Marie Raymond décroche une commande pour le pavillon des Alpes-Maritimes lors de l’exposition de 1937, une fresque sur le thème des quatre éléments. La guerre est déclarée et de nombreux artistes se réfugient dans le sud. Les Klein côtoient régulièrement Sophie Taeuber-Arp Sonia Delaunay, Susi et Alberto Magnelli ou Marx Ernst. Certains sortent du camp de rétention des Milles d’Aix-en-Provence. C’est à ce moment-là que Marie Raymond change de style et se lance dans la peinture abstraite.
A la Libération, elle expose pour la 1ère fois en 1945 à Paris aux côtés d’Hans Hartung et de trois autres artistes au Salon des Surindépendants. Leur style abstrait est repéré par les critiques. A partir de cette année, la peintresse connaît un réel succès. Elle est invitée dans de nombreuses galeries et salons dédiés à l’art abstrait. Elle décroche le prix Kandinsky en 1949. Marie organise sa 1ère exposition personnelle en 1950. En 1951, la ville de Menton l’invite à sa 1ère Biennale de peintures. Elle expose au Japon, dans les pays scandinaves, au Brésil, aux USA et en Europe.
De 1946 à 1954, elle créé « Les Lundis de Marie Raymond » et donne rendez-vous dans son appartement-atelier parisien où une foule de personnalités se pressent pour y parler art, voir des films ou refaire le monde.
De son côté, Yves Klein, encouragé par sa mère, expose pour la 1ère fois en public en 1955. Elle est aux côtés de son fils à presque tous ses vernissages. Mais son couple bat de l’aile et se sépare en 1958. Marie obtient le prix Marzotto en 1960. Elle divorce en 1961. Son fils se marie en janvier 1962 et meurt d’un arrêt cardiaque la même année à l’âge de 34 ans.
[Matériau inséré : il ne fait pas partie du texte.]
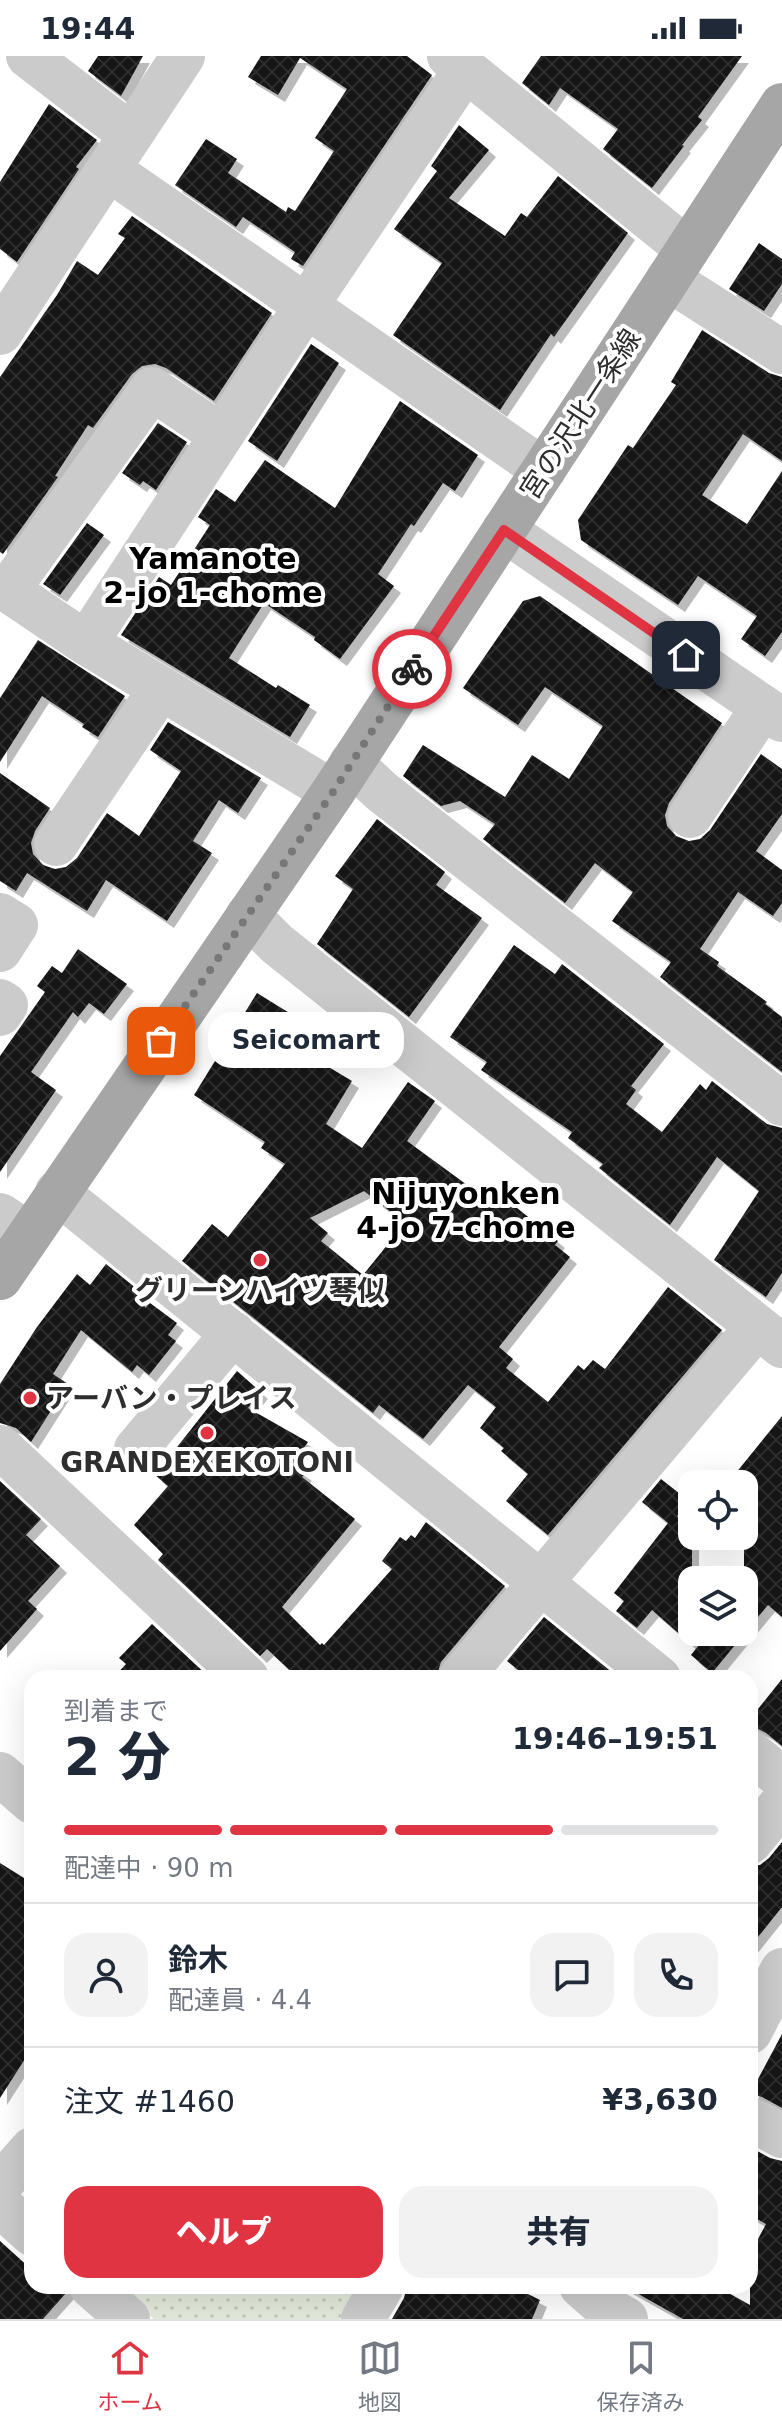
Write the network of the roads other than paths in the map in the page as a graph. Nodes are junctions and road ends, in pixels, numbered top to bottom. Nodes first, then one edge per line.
1 (28, 56) edge
2 (183, 56) edge
3 (458, 62) edge
4 (782, 105) edge
5 (120, 152) junction
6 (677, 264) junction
7 (7, 305) edge
8 (306, 306) junction
9 (782, 352) edge
10 (221, 435) junction
11 (544, 470) junction
12 (504, 530) junction
13 (4, 587) edge
14 (86, 643) junction
15 (161, 688) junction
16 (772, 714) edge
17 (342, 777) junction
18 (690, 816) dead end
19 (56, 844) dead end
20 (0, 915) edge
21 (248, 915) junction
22 (0, 950) edge
23 (0, 1001) edge
24 (0, 1014) edge
25 (782, 1104) edge
26 (57, 1192) junction
27 (14, 1225) edge
28 (0, 1278) edge
29 (233, 1333) junction
30 (770, 1337) edge
31 (0, 1447) edge
32 (136, 1449) dead end
33 (541, 1582) junction
34 (238, 1670) edge
35 (467, 1670) edge
36 (649, 1670) edge
37 (758, 1758) edge
38 (0, 1774) edge
39 (782, 1778) edge
40 (24, 1795) edge
41 (782, 1803) edge
42 (758, 1832) edge
43 (781, 1972) edge
44 (758, 2017) edge
45 (758, 2123) edge
46 (782, 2136) edge
47 (24, 2158) edge
48 (0, 2185) edge
49 (0, 2205) edge
50 (24, 2227) edge
51 (100, 2294) edge
52 (377, 2294) edge
53 (128, 2319) edge
54 (363, 2319) edge

1 - 5 street
2 - 5 street
3 - 6 street
3 - 8 street
4 - 6 main road, 宮の沢北一条線
5 - 7 street
5 - 8 street
6 - 9 street
6 - 11 main road, 宮の沢北一条線
8 - 10 street
8 - 11 street
10 - 13 street
10 - 14 street
11 - 12 main road, 宮の沢北一条線
12 - 16 street
12 - 17 main road, 宮の沢北一条線
13 - 14 street
14 - 15 street
15 - 17 street
15 - 19 street
16 - 18 street
17 - 21 main road, 宮の沢北一条線
17 - 25 street
20 - 22 street
21 - 26 main road, 宮の沢北一条線
21 - 30 street
23 - 24 street
26 - 27 main road, 宮の沢北一条線
26 - 29 street
27 - 28 main road, 宮の沢北一条線
29 - 32 street
29 - 33 street
30 - 33 street
31 - 34 street
33 - 35 street
33 - 36 street
37 - 39 street
38 - 40 street
41 - 42 street
43 - 44 street
45 - 46 street
47 - 48 street
49 - 50 street
51 - 53 street
52 - 54 street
Hantée par la mort d’Yves, Marie Raymond puise alors sa force dans un travail acharné mais expose peu. Elle réalise des triptyques, s’initie aux grands formats ou s’essaie à de nouvelles techniques comme la peinture fluorescente. En 1966, son exposition à Paris est un semi-échec. Le marché de l’art abstrait n’a plus la côte, laissant la place au Pop Art et aux Nouveaux Réalistes. Elle ne cesse de rendre hommage à son fils à travers des rétrospectives. En 1972, le château-musée de Cagnes-sur-Mer honore le travail d’Yves Klein et de Marie Raymond à travers une exposition remarquable.
Cependant, Marie Raymond reste présente dans le milieu artistique dans les années 70 et 80 à travers des vernissages et la publication d’articles dans des revues spécialisées. Elle meurt en 1989 à l’âge de 82 ans à Paris et repose au cimetière de la Colle-sur-Loup aux côtés de son fils.
Marie Raymond, une artiste à l’extraordinaire inspiration, à l’étrange mélange de couleurs, de sensibilité exacerbée et de vitalité cosmique, à découvrir ou redécouvrir.